(If the video screen isn’t the right shape, just click on the post title to see a version with a full-size screen.)
I went over to west West London (White City tube) to record the sound for this, and I’m told it had an airing as part of a bluetooth radio venture over the summer. The recording is an extract from the story ’Dead Angels’, published in Down the Angel and up Holloway. Someone at the BBC provided the video images, which are pretty authentically Angel-like. It was fun. I wouldn’t mind doing more of this some time.
So your laptop is gone. Panic, nastiness etc. What do you do?
You ask around, and someone tells you about the place where the No 4 bus goes to sleep at night. It’s a ten-minute walk away, or a four minute jog in this case. You follow the directions you’ve been given.
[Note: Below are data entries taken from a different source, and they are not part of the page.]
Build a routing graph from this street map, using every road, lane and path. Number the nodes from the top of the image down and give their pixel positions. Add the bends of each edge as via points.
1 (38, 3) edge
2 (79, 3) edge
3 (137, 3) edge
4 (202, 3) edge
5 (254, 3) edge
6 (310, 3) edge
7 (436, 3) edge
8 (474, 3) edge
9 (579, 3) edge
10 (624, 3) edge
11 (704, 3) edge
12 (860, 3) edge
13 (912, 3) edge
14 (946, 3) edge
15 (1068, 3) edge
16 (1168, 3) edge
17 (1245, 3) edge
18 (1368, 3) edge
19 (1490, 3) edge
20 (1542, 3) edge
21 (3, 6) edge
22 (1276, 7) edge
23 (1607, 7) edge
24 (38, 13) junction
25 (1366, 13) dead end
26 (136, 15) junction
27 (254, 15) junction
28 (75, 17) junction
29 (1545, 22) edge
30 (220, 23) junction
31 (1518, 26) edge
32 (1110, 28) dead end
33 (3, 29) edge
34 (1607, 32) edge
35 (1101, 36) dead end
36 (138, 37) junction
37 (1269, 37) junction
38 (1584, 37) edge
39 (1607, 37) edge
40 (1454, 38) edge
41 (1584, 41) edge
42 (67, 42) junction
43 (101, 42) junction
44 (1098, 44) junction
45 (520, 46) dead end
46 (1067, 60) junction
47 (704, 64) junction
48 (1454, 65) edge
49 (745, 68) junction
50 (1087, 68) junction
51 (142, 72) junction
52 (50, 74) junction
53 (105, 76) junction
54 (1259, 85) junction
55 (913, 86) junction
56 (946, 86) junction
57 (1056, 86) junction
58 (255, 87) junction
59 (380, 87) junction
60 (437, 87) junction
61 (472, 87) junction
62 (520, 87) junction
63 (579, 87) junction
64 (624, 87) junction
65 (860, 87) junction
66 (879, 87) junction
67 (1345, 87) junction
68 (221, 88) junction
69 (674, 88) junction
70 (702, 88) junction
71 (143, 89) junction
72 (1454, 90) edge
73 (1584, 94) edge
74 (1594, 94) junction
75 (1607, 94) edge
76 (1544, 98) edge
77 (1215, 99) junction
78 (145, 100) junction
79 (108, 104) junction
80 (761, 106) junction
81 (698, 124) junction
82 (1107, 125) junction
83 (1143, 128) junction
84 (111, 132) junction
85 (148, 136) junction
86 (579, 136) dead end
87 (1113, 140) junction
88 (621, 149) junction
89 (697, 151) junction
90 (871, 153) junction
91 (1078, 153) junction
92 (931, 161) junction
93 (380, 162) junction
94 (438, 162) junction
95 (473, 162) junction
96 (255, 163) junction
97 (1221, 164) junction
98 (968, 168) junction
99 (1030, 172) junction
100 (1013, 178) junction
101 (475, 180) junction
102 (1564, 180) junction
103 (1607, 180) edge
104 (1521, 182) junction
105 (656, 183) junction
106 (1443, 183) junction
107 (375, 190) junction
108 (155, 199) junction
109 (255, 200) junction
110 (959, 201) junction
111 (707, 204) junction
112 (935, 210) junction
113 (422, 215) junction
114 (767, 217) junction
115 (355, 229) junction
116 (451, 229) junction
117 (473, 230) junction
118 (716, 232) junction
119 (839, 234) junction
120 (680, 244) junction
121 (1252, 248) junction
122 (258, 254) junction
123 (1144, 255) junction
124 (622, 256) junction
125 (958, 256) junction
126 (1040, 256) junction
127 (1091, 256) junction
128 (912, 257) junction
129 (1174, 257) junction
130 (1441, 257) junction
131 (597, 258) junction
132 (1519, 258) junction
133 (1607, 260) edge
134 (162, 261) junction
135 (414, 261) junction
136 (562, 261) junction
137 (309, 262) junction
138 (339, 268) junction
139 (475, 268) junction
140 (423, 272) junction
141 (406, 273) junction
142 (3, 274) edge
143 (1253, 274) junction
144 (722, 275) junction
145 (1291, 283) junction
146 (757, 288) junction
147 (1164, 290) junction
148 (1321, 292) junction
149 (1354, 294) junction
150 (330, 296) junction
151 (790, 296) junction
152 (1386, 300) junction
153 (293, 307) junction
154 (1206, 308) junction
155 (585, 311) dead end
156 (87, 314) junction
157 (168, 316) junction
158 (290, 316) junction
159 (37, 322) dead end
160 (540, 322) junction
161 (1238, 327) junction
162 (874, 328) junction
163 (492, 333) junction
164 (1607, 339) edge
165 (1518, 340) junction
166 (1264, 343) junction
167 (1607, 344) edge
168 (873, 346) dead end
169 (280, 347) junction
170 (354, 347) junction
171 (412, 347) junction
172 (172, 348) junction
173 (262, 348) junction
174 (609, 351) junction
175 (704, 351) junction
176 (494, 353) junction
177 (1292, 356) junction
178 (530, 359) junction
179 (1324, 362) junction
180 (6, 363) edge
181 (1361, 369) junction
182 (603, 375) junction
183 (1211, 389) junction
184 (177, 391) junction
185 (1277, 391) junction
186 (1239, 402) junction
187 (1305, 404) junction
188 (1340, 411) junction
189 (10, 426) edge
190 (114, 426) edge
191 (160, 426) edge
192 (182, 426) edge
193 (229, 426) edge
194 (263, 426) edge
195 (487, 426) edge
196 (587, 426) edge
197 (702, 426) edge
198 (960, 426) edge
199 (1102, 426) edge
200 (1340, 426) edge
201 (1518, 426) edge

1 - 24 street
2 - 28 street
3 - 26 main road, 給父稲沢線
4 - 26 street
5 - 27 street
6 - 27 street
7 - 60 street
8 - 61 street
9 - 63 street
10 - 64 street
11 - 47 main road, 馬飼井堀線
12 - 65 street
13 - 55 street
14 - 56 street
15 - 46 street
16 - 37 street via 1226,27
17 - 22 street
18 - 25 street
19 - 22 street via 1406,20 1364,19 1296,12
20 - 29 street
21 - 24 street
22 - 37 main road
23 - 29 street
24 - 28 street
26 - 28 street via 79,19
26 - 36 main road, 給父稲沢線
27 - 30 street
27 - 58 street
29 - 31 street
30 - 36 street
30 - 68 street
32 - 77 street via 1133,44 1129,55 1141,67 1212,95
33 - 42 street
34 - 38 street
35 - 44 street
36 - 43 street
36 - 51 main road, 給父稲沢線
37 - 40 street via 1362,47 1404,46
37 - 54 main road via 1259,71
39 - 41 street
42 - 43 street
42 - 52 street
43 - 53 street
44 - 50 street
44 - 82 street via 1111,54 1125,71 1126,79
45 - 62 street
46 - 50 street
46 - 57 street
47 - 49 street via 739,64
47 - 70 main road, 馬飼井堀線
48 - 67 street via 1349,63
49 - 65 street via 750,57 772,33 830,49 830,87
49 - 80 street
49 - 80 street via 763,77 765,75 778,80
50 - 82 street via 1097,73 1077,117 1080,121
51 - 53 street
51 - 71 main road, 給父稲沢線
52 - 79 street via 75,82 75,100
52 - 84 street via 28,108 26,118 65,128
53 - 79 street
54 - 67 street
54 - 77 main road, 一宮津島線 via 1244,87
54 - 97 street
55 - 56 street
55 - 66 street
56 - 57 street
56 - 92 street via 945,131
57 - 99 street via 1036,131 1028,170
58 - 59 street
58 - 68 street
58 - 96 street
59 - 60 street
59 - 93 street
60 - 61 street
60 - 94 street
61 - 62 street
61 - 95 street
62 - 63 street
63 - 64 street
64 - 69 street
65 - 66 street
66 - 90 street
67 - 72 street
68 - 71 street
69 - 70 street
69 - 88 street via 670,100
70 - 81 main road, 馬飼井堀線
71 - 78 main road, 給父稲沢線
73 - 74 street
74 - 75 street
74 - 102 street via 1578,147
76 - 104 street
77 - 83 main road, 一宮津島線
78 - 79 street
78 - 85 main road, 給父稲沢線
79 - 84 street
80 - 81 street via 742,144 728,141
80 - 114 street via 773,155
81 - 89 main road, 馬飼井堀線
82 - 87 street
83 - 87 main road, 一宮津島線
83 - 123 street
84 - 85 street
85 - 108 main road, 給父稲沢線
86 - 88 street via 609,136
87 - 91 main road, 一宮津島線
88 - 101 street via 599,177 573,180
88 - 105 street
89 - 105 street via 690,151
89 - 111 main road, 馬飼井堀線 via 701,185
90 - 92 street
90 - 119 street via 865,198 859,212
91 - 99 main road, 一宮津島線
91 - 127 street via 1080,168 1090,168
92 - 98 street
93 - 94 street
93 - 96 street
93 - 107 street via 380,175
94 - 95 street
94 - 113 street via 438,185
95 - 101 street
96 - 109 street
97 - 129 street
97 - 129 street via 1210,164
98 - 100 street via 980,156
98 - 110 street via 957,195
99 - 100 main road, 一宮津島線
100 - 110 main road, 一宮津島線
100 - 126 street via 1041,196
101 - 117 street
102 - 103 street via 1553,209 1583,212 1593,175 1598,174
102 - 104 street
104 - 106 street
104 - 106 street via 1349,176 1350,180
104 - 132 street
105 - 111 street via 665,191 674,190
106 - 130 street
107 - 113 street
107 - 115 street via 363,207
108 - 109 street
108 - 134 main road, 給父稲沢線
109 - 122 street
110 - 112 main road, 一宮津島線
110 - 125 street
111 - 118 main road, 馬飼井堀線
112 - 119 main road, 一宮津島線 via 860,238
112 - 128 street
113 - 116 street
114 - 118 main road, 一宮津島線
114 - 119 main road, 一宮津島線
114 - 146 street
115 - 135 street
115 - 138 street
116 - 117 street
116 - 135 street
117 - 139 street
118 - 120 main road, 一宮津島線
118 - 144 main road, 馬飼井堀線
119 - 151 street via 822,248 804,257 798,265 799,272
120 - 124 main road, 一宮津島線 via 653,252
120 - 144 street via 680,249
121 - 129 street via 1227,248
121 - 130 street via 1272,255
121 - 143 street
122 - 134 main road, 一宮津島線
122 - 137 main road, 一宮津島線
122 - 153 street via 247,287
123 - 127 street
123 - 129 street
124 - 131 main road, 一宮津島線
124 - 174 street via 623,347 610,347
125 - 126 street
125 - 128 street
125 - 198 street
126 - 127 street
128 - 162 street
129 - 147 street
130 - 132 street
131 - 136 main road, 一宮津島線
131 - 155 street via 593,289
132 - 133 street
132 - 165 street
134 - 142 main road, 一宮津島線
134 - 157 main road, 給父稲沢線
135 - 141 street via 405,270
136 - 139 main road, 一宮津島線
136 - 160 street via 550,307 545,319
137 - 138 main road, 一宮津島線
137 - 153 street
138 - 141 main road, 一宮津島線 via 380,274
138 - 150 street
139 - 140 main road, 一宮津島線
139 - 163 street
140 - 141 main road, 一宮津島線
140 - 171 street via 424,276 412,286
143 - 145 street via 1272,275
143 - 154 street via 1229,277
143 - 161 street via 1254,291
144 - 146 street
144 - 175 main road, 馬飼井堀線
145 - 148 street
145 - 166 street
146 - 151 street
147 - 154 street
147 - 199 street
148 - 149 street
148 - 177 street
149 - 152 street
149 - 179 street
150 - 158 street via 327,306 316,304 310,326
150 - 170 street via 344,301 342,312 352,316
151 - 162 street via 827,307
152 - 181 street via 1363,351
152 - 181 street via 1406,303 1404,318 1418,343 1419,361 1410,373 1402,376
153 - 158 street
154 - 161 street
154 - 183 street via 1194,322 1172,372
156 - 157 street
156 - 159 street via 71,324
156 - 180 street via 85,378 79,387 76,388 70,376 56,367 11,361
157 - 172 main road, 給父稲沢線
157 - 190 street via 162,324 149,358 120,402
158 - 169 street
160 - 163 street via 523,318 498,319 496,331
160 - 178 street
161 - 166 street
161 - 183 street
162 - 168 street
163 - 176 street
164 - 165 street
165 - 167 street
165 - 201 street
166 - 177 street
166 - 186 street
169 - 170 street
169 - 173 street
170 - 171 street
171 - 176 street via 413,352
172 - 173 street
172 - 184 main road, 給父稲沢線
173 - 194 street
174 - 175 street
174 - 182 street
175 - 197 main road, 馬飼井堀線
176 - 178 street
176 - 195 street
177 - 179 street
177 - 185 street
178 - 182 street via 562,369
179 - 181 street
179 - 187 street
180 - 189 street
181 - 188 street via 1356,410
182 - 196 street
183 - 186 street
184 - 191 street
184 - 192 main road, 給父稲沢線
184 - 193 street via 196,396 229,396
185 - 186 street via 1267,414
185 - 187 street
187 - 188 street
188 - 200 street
The further you get from the high street the less sure you are that this secret building actually exists, but finally you round a corner and it looms ahead of you like an overgrown brick shed.
They pack a lot of buses in here, and how do you know for sure that your No 4 bus is one of them? You don’t. It could be driving down some other road entirely…It’s a tense search, up and down a lot of stairs in 17 identical No 4s in search of THE one – but in the end, you find the right bus. How do you know? The bag is still there, exactly where you left it.
If you don’t like happy endings, tough. When your laptop goes AWOL, just like when your hard drive gets fried, a happy ending is exactly what you need.
[OK, this is not the story the BBC recorded - but it is a true No 4 bus story.] It’s about the time I left my laptop on the bus.
It’s your worst public transport nightmare, isn’t it? And you can’t imagine how anyone would… Well, here’s how: the No 4 rambles around north London like a free sightseeing tour, and by the time you reach the last stop you’re nearly asleep. Downstairs the driver helpfully flashes the lights a few times to signal to passengers that the last stop is coming up. He leaves the lights off in the end for some reason, so you stumble downstairs in the shadows, neglecting to notice the bag with your bits and bytes in it. Of course you’re some way down the road when it occurs to you how nice and light you feel, walking along without… without your bag!